LCF was authorised by the FCA as a credit broker and to carry out advising and arranging in relation to certain investments. However, the minibond business was unregulated and not subject to rules made by the FCA. However, financial promotions are regulated, and were required to be issued or approved by an FCA authorised firm. LCF's regulatory permissions (although otherwise unused) did entitle it to issue its own financial promotions. Each bond issue sold by LCF was accompanied by numerous financial promotions with the aim of generating at much interest as possible. These promotions were delivered in various formats including, Information Memoranda, brochures, adverts and comparison sites.
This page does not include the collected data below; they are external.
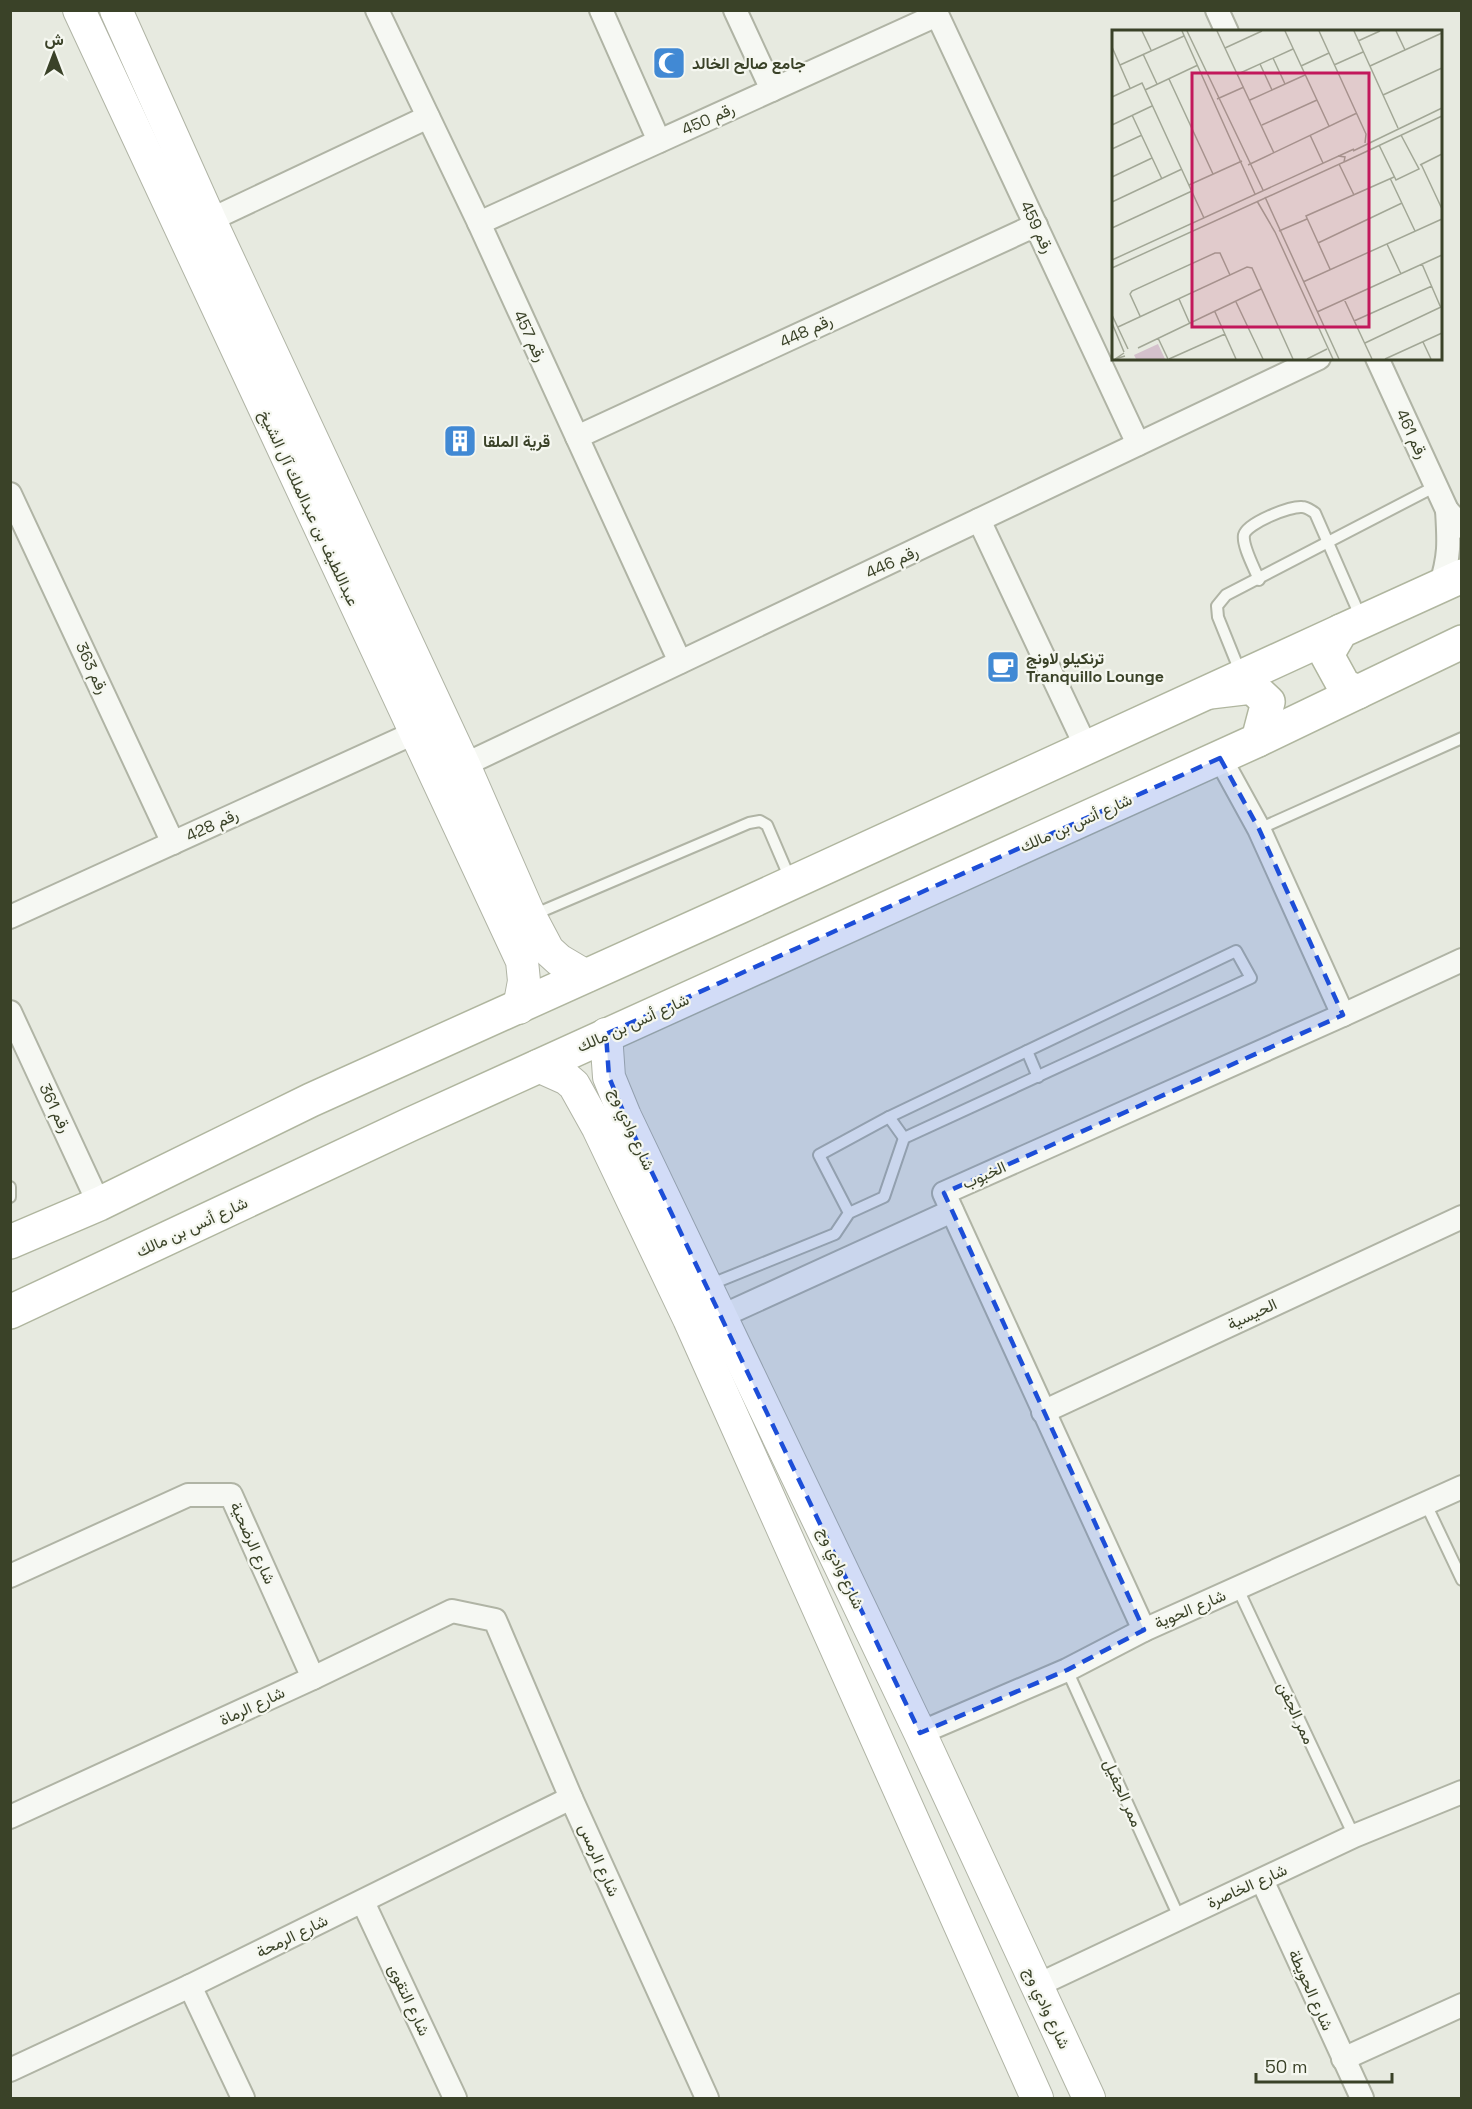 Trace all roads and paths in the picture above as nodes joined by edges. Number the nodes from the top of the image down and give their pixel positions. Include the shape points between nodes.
1 (78, 10) edge
2 (116, 10) edge
3 (601, 10) edge
4 (735, 10) edge
5 (1217, 10) edge
6 (380, 11) edge
7 (936, 13) edge
8 (1226, 30) edge
9 (772, 90) junction
10 (428, 117) junction
11 (659, 141) junction
12 (210, 219) junction
13 (479, 223) junction
14 (1036, 225) junction
15 (1315, 360) edge
16 (1378, 360) edge
17 (577, 437) junction
18 (1138, 444) junction
19 (1436, 486) junction
20 (10, 494) edge
21 (1446, 510) junction
22 (979, 520) junction
23 (1461, 527) edge
24 (1326, 542) junction
25 (1259, 580) junction
26 (1450, 581) edge
27 (1352, 626) junction
28 (1461, 642) edge
29 (680, 662) junction
30 (419, 670) junction
31 (1242, 677) junction
32 (390, 683) junction
33 (1210, 692) junction
34 (1358, 692) junction
35 (414, 733) junction
36 (1461, 738) edge
37 (1258, 740) junction
38 (1087, 749) junction
39 (1220, 758) junction
40 (464, 765) junction
41 (1259, 829) junction
42 (173, 843) junction
43 (793, 883) junction
44 (518, 911) junction
45 (10, 917) edge
46 (1461, 960) edge
47 (586, 976) junction
48 (519, 1008) junction
49 (10, 1012) edge
50 (1343, 1016) junction
51 (606, 1034) junction
52 (1027, 1051) junction
53 (538, 1066) junction
54 (1038, 1077) junction
55 (889, 1117) junction
56 (611, 1122) junction
57 (904, 1138) junction
58 (10, 1187) edge
59 (10, 1197) edge
60 (99, 1204) junction
61 (952, 1211) junction
62 (849, 1213) junction
63 (1461, 1217) edge
64 (10, 1242) edge
65 (706, 1286) junction
66 (10, 1312) edge
67 (722, 1316) junction
68 (1043, 1412) junction
69 (1461, 1486) edge
70 (1425, 1502) junction
71 (10, 1576) edge
72 (1461, 1580) edge
73 (1238, 1589) junction
74 (495, 1620) joint
75 (1144, 1630) junction
76 (1067, 1670) junction
77 (313, 1678) junction
78 (920, 1733) junction
79 (1461, 1792) edge
80 (571, 1798) junction
81 (10, 1817) edge
82 (1354, 1836) junction
83 (1262, 1880) junction
84 (363, 1902) junction
85 (1179, 1917) junction
86 (190, 1986) junction
87 (1036, 1986) junction
88 (1461, 2006) edge
89 (1343, 2059) junction
90 (10, 2070) edge
91 (243, 2098) edge
92 (455, 2098) edge
93 (707, 2098) edge
94 (1037, 2098) edge
95 (1089, 2098) edge
96 (1362, 2098) edge

1 - 32 street, عبداللطيف بن عبدالملك آل الشيخ
2 - 12 street, عبداللطيف بن عبدالملك آل الشيخ
3 - 11 street
4 - 9 street
5 - 8 street
6 - 10 street, رقم 457
7 - 9 street, رقم 450
7 - 14 street, رقم 459
9 - 11 street, رقم 450
10 - 12 street
10 - 13 street, رقم 457
11 - 13 street, رقم 450
12 - 30 street, عبداللطيف بن عبدالملك آل الشيخ
13 - 17 street, رقم 457
14 - 17 street, رقم 448
14 - 18 street, رقم 459
15 - 18 street, رقم 446
16 - 19 street, رقم 461
17 - 29 street, رقم 457
18 - 22 street, رقم 446
19 - 21 street, رقم 461
19 - 24 lane
20 - 42 street, رقم 363
21 - 23 street
21 - 26 street
22 - 29 street, رقم 446
22 - 38 street
24 - 25 lane
24 - 25 lane via 1315,513 1305,507 1293,507 1251,525 1244,543
24 - 27 lane
25 - 31 lane via 1226,595 1217,606
26 - 27 main road
27 - 31 main road
27 - 34 main road via 1327,655 1344,686
28 - 34 main road, شارع أنس بن مالك
29 - 40 street, رقم 446
30 - 32 street
30 - 40 street, عبداللطيف بن عبدالملك آل الشيخ
31 - 33 main road
32 - 35 street, عبداللطيف بن عبدالملك آل الشيخ
33 - 37 main road via 1252,687 1268,702
33 - 38 main road
34 - 37 main road, شارع أنس بن مالك
35 - 42 street, رقم 428
35 - 44 street, عبداللطيف بن عبدالملك آل الشيخ
36 - 41 lane
37 - 39 main road, شارع أنس بن مالك
38 - 43 main road
39 - 41 street
39 - 51 main road, شارع أنس بن مالك
40 - 44 street, عبداللطيف بن عبدالملك آل الشيخ
41 - 50 street
42 - 45 street, رقم 428
43 - 44 lane via 766,825 760,821
43 - 47 main road
44 - 47 street, عبداللطيف بن عبدالملك آل الشيخ via 548,950
44 - 48 street, عبداللطيف بن عبدالملك آل الشيخ via 524,981
46 - 50 street, الخبوب
47 - 48 main road
48 - 60 main road via 311,1100
49 - 60 street, رقم 361
50 - 61 street, الخبوب via 944,1193
51 - 53 main road, شارع أنس بن مالك
51 - 56 street, شارع وادي وج
52 - 54 lane
52 - 54 lane via 1236,951 1251,978
52 - 55 lane
53 - 56 street, شارع وادي وج via 567,1079
53 - 66 main road, شارع أنس بن مالك
54 - 57 lane
55 - 57 lane
55 - 62 lane via 819,1155
56 - 65 street, شارع وادي وج
56 - 94 street, شارع وادي وج via 689,1319
57 - 62 lane via 884,1197
58 - 59 lane
60 - 64 main road
61 - 67 street
61 - 68 street, الخبوب
62 - 65 lane via 835,1234
63 - 68 street, الحيسية
65 - 67 street, شارع وادي وج
67 - 78 street, شارع وادي وج
68 - 75 street, الخبوب
69 - 70 street, شارع الحوية
70 - 72 lane
70 - 73 street, شارع الحوية
71 - 77 street, شارع الرضحية via 188,1495 231,1495
73 - 75 street, شارع الحوية
73 - 82 lane, ممر الجفن
74 - 77 street, شارع الرماة via 452,1611
74 - 80 street, شارع الرمس
75 - 76 street, شارع الحوية
76 - 78 street, شارع الحوية
76 - 85 lane, ممر الجفيل
77 - 81 street, شارع الرماة
78 - 87 street, شارع وادي وج
79 - 82 street, شارع الخاصرة
80 - 84 street, شارع الرمحة
80 - 93 street, شارع الرمس
82 - 83 street, شارع الخاصرة
83 - 85 street, شارع الخاصرة
83 - 89 street, شارع الحويطة
84 - 86 street, شارع الرمحة
84 - 92 street, شارع التقوى
85 - 87 street, شارع الخاصرة
86 - 90 street, شارع الرمحة
86 - 91 street
87 - 95 street, شارع وادي وج
88 - 89 street
89 - 96 street, شارع الحويطة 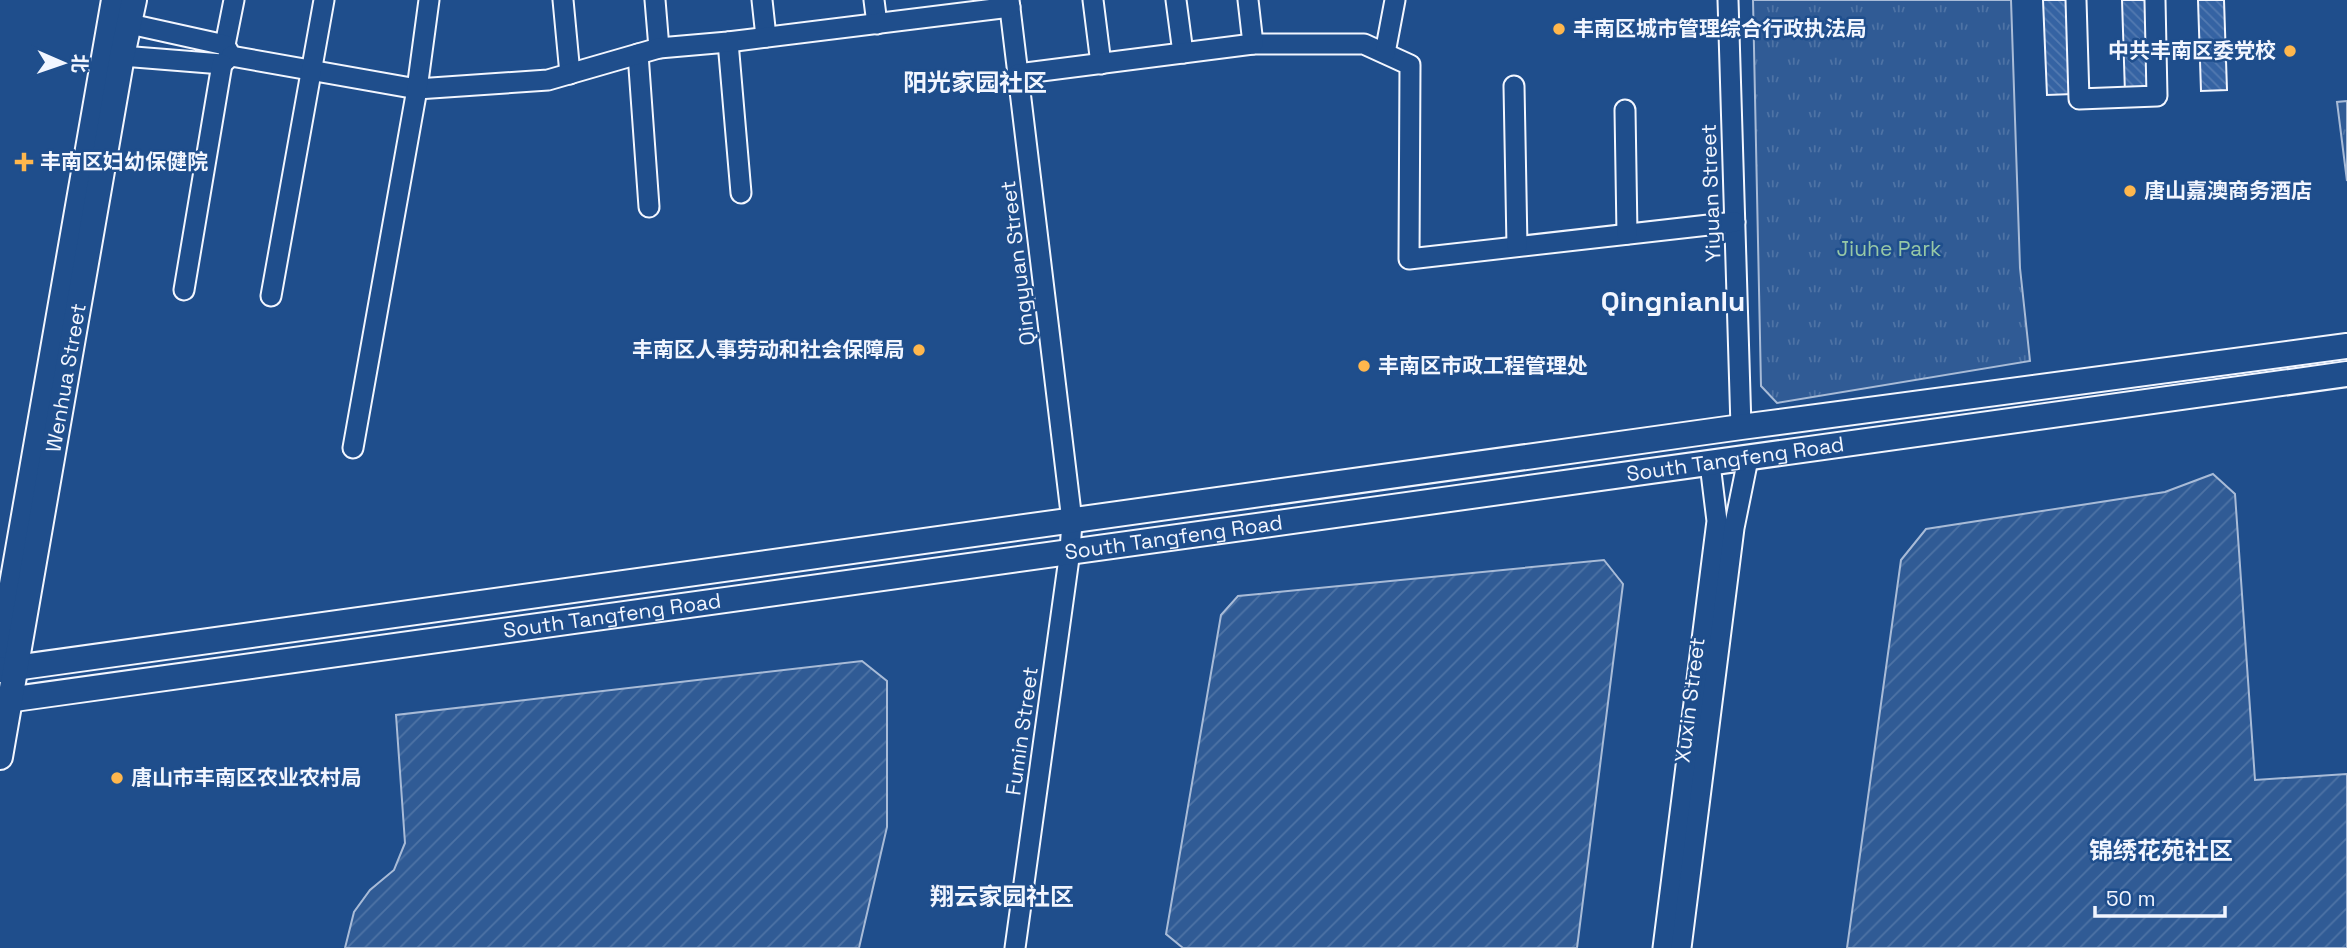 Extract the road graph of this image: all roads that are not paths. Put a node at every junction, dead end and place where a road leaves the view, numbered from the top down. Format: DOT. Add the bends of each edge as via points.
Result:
graph roads {
  1 [pos="114,0"];
  2 [pos="234,0"];
  3 [pos="324,0"];
  4 [pos="429,0"];
  5 [pos="563,0"];
  6 [pos="655,0"];
  7 [pos="762,0"];
  8 [pos="874,0"];
  9 [pos="1093,0"];
  10 [pos="1176,0"];
  11 [pos="1248,0"];
  12 [pos="1395,0"];
  13 [pos="1728,0"];
  14 [pos="2076,0"];
  15 [pos="2155,0"];
  16 [pos="1009,4"];
  17 [pos="132,12"];
  18 [pos="877,24"];
  19 [pos="766,37"];
  20 [pos="728,42"];
  21 [pos="1254,44"];
  22 [pos="659,48"];
  23 [pos="1183,53"];
  24 [pos="1385,53"];
  25 [pos="638,54"];
  26 [pos="226,55"];
  27 [pos="122,56"];
  28 [pos="1101,64"];
  29 [pos="312,71"];
  30 [pos="570,74"];
  31 [pos="1018,74"];
  32 [pos="1514,86"];
  33 [pos="416,89"];
  34 [pos="1625,110"];
  35 [pos="741,193"];
  36 [pos="649,207"];
  37 [pos="1735,222"];
  38 [pos="1627,234"];
  39 [pos="1517,246"];
  40 [pos="184,290"];
  41 [pos="271,296"];
  42 [pos="2347,346"];
  43 [pos="2347,374"];
  44 [pos="1741,427"];
  45 [pos="353,449"];
  46 [pos="1748,459"];
  47 [pos="1710,464"];
  48 [pos="1072,521"];
  49 [pos="1070,551"];
  50 [pos="5,664"];
  51 [pos="5,701"];
  52 [pos="0,757"];
  53 [pos="1015,948"];
  54 [pos="1663,948"];
  55 [pos="1681,948"];
  1 -- 50 [label="main road, Wenhua Street"];
  2 -- 26 [label="street"];
  3 -- 29 [label="street"];
  4 -- 33 [label="street"];
  5 -- 30 [label="street"];
  6 -- 22 [label="street"];
  7 -- 19 [label="street"];
  8 -- 18 [label="street"];
  9 -- 28 [label="street"];
  10 -- 23 [label="street"];
  11 -- 21 [label="street"];
  12 -- 24 [label="street"];
  13 -- 37 [label="street, Yiyuan Street"];
  14 -- 15 [label="street" via="2079,99 2157,96"];
  16 -- 18 [label="street"];
  16 -- 31 [label="street, Qingyuan Street"];
  17 -- 26 [label="street"];
  17 -- 27 [label="main road, Wenhua Street"];
  18 -- 19 [label="street"];
  19 -- 20 [label="street"];
  20 -- 22 [label="street"];
  20 -- 35 [label="street"];
  21 -- 23 [label="street"];
  21 -- 24 [label="street" via="1364,44"];
  22 -- 25 [label="street"];
  23 -- 28 [label="street"];
  24 -- 39 [label="street" via="1410,65 1409,258"];
  25 -- 30 [label="street"];
  25 -- 36 [label="street"];
  26 -- 27 [label="street"];
  26 -- 29 [label="street"];
  26 -- 40 [label="street"];
  27 -- 50 [label="main road, Wenhua Street"];
  28 -- 31 [label="street"];
  29 -- 33 [label="street"];
  29 -- 41 [label="street"];
  30 -- 33 [label="street" via="548,80"];
  31 -- 48 [label="street, Qingyuan Street"];
  32 -- 39 [label="street"];
  33 -- 45 [label="street"];
  34 -- 38 [label="street"];
  37 -- 38 [label="street"];
  37 -- 44 [label="street, Yiyuan Street"];
  38 -- 39 [label="street"];
  42 -- 44 [label="main road, South Tangfeng Road"];
  43 -- 46 [label="main road, South Tangfeng Road"];
  44 -- 48 [label="main road, South Tangfeng Road"];
  46 -- 47 [label="main road, South Tangfeng Road"];
  46 -- 55 [label="street, Xuxin Street" via="1734,528"];
  47 -- 49 [label="main road, South Tangfeng Road"];
  47 -- 54 [label="street, Xuxin Street" via="1717,521"];
  48 -- 49 [label="street, Fumin Street"];
  48 -- 50 [label="main road, South Tangfeng Road"];
  49 -- 51 [label="main road, South Tangfeng Road"];
  49 -- 53 [label="street, Fumin Street"];
  50 -- 51 [label="main road, Wenhua Street"];
  51 -- 52 [label="main road, Wenhua Street"];
}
The FCA make clear in the Final Notice that LCF's financial promotions failed to be fair, clear and not misleading. The FCA set out the key ways in which LCF's financial promotions misled investors and bondholders:
- LCF targeted investors through the use of seemingly independent comparison websites that unfairly and misleadingly compared the firm's minibonds to much safer third-party investments;
- LCF claimed that it lent funds raised to carefully selected UK companies which had undergone financial review. This was untrue and misleading as LCF lent funds to companies that were not independent of LCF or carefully selected, and where no such due diligence took place;
- LCF continued to state in its promotional material the safety and security of its minibonds, including that the loans made by LCF were secured against assets of the relevant borrowing company, though conversely the loans were not secured against realisable assets held by the corporate borrowers;
- LCF financial promotions misled investors stating that there were no hidden fees, charges or deductions when in fact for every £1 invested, LCF paid fees of 25.5% to meet its online marketing and other support services costs. These fees were then passed directly to the corporate borrowers unbeknownst to potential investors;
- Minibonds marketed by LCF were marketed as ISA bonds but were not in fact qualifying ISA investments;
- LCF advertised its minibond business as if it were regulated by FCA. Highlighting authorised status in this way presented an unjust impression of integrity.
Comment
The Final Notice is a reminder that the financial promotion regulatory regime involves more than complying with technical rules regarding risk warnings and the like. Promotions have to be clear, fair and not misleading. The content of promotions must be accurate and not made misleading through the omission of key information. Firms approving promotions for unauthorised businesses, need to ensure that they fully understand the business and the products being promoted. In February 2024, authorised firms will require specific FCA permission to approve the promotions of other firms.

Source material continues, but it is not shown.